──────── DATASET RECORDS
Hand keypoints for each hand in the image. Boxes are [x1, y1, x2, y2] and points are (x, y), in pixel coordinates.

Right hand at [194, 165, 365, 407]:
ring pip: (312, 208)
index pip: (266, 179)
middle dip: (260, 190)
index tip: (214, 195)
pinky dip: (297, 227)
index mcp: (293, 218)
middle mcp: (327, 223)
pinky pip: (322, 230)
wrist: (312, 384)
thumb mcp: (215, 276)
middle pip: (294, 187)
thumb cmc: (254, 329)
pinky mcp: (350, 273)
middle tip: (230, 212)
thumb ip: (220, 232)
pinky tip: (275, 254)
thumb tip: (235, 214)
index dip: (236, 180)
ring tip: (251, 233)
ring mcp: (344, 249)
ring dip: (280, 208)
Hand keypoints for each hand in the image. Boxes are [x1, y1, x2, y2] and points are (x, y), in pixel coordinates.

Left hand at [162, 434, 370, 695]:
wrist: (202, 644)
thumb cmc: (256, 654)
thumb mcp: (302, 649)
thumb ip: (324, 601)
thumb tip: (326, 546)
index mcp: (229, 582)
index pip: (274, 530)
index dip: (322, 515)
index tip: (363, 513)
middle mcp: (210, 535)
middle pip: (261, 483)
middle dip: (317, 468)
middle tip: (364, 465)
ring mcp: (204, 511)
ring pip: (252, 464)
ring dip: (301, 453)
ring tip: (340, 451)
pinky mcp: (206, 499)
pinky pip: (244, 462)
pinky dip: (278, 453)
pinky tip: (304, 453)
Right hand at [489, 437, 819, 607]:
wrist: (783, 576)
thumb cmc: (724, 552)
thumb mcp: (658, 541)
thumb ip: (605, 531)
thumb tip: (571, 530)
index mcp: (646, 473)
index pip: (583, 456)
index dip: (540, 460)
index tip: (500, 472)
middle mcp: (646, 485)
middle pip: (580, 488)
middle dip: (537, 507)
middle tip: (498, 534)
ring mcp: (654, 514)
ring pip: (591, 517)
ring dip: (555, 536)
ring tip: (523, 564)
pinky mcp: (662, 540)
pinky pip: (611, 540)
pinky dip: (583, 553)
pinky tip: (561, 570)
────────────────
**DIRECTIONS**:
Where a line of the records above holds the word "hand", copy that line.

**RESULT OF THE TASK**:
Hand keypoints for each hand in the image. Boxes are [x1, y1, x2, y2] and points are (x, y), in pixel coordinates.
Right hand at [194, 165, 365, 407]:
Hand keypoints for each hand in the image. Boxes are [x1, y1, x2, y2] and points are (x, y), in pixel coordinates.
Left hand at [162, 434, 370, 695]:
Right hand at [489, 437, 819, 607]:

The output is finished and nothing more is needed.